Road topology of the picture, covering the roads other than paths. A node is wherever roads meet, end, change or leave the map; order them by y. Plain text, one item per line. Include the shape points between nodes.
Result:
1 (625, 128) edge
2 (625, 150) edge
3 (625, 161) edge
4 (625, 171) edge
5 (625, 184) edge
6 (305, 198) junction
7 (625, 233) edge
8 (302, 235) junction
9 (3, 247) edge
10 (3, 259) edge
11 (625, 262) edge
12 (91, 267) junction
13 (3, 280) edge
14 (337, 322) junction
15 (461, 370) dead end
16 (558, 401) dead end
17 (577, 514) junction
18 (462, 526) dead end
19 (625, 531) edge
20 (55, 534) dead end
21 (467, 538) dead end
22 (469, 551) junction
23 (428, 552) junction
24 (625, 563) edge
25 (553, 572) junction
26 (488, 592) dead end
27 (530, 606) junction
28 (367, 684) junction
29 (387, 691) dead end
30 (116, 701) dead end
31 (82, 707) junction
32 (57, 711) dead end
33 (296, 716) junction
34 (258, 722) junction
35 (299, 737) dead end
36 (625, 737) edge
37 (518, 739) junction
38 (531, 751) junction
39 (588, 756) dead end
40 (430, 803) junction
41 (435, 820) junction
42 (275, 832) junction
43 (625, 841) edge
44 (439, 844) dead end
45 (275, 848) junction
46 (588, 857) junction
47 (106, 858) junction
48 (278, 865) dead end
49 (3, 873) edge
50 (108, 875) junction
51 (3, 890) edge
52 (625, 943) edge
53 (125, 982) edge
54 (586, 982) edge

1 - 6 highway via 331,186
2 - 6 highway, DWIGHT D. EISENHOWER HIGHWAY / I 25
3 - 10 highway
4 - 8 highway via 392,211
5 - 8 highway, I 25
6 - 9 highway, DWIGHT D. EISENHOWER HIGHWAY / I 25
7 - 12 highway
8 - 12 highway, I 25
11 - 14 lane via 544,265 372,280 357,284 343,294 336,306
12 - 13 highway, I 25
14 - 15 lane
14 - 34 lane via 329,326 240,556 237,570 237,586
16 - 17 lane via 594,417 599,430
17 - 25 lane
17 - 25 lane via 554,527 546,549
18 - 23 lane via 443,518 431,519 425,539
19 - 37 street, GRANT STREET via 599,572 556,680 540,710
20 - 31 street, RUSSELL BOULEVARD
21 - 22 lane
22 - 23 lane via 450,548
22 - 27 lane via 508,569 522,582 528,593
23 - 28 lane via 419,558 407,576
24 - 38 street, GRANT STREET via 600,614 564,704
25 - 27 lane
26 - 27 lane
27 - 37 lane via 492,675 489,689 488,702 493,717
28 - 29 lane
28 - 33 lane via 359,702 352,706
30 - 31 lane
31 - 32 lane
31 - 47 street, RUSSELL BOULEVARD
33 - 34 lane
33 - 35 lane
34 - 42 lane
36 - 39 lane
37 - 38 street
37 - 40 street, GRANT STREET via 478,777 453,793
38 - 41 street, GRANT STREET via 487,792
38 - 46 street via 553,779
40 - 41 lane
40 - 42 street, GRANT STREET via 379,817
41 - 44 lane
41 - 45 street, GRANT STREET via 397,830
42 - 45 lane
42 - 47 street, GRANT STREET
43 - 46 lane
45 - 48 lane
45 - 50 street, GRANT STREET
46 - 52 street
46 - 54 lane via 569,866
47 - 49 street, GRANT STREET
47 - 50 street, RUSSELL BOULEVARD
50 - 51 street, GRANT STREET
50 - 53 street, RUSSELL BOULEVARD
::::::::
**Problem to work on**
Could you please print the entire listing exactly?

**Solution**
Road topology of the picture, covering the roads other than paths. A node is wherever roads meet, end, change or leave the map; order them by y. Plain text, one item per line. Include the shape points between nodes.
Result:
1 (625, 128) edge
2 (625, 150) edge
3 (625, 161) edge
4 (625, 171) edge
5 (625, 184) edge
6 (305, 198) junction
7 (625, 233) edge
8 (302, 235) junction
9 (3, 247) edge
10 (3, 259) edge
11 (625, 262) edge
12 (91, 267) junction
13 (3, 280) edge
14 (337, 322) junction
15 (461, 370) dead end
16 (558, 401) dead end
17 (577, 514) junction
18 (462, 526) dead end
19 (625, 531) edge
20 (55, 534) dead end
21 (467, 538) dead end
22 (469, 551) junction
23 (428, 552) junction
24 (625, 563) edge
25 (553, 572) junction
26 (488, 592) dead end
27 (530, 606) junction
28 (367, 684) junction
29 (387, 691) dead end
30 (116, 701) dead end
31 (82, 707) junction
32 (57, 711) dead end
33 (296, 716) junction
34 (258, 722) junction
35 (299, 737) dead end
36 (625, 737) edge
37 (518, 739) junction
38 (531, 751) junction
39 (588, 756) dead end
40 (430, 803) junction
41 (435, 820) junction
42 (275, 832) junction
43 (625, 841) edge
44 (439, 844) dead end
45 (275, 848) junction
46 (588, 857) junction
47 (106, 858) junction
48 (278, 865) dead end
49 (3, 873) edge
50 (108, 875) junction
51 (3, 890) edge
52 (625, 943) edge
53 (125, 982) edge
54 (586, 982) edge

1 - 6 highway via 331,186
2 - 6 highway, DWIGHT D. EISENHOWER HIGHWAY / I 25
3 - 10 highway
4 - 8 highway via 392,211
5 - 8 highway, I 25
6 - 9 highway, DWIGHT D. EISENHOWER HIGHWAY / I 25
7 - 12 highway
8 - 12 highway, I 25
11 - 14 lane via 544,265 372,280 357,284 343,294 336,306
12 - 13 highway, I 25
14 - 15 lane
14 - 34 lane via 329,326 240,556 237,570 237,586
16 - 17 lane via 594,417 599,430
17 - 25 lane
17 - 25 lane via 554,527 546,549
18 - 23 lane via 443,518 431,519 425,539
19 - 37 street, GRANT STREET via 599,572 556,680 540,710
20 - 31 street, RUSSELL BOULEVARD
21 - 22 lane
22 - 23 lane via 450,548
22 - 27 lane via 508,569 522,582 528,593
23 - 28 lane via 419,558 407,576
24 - 38 street, GRANT STREET via 600,614 564,704
25 - 27 lane
26 - 27 lane
27 - 37 lane via 492,675 489,689 488,702 493,717
28 - 29 lane
28 - 33 lane via 359,702 352,706
30 - 31 lane
31 - 32 lane
31 - 47 street, RUSSELL BOULEVARD
33 - 34 lane
33 - 35 lane
34 - 42 lane
36 - 39 lane
37 - 38 street
37 - 40 street, GRANT STREET via 478,777 453,793
38 - 41 street, GRANT STREET via 487,792
38 - 46 street via 553,779
40 - 41 lane
40 - 42 street, GRANT STREET via 379,817
41 - 44 lane
41 - 45 street, GRANT STREET via 397,830
42 - 45 lane
42 - 47 street, GRANT STREET
43 - 46 lane
45 - 48 lane
45 - 50 street, GRANT STREET
46 - 52 street
46 - 54 lane via 569,866
47 - 49 street, GRANT STREET
47 - 50 street, RUSSELL BOULEVARD
50 - 51 street, GRANT STREET
50 - 53 street, RUSSELL BOULEVARD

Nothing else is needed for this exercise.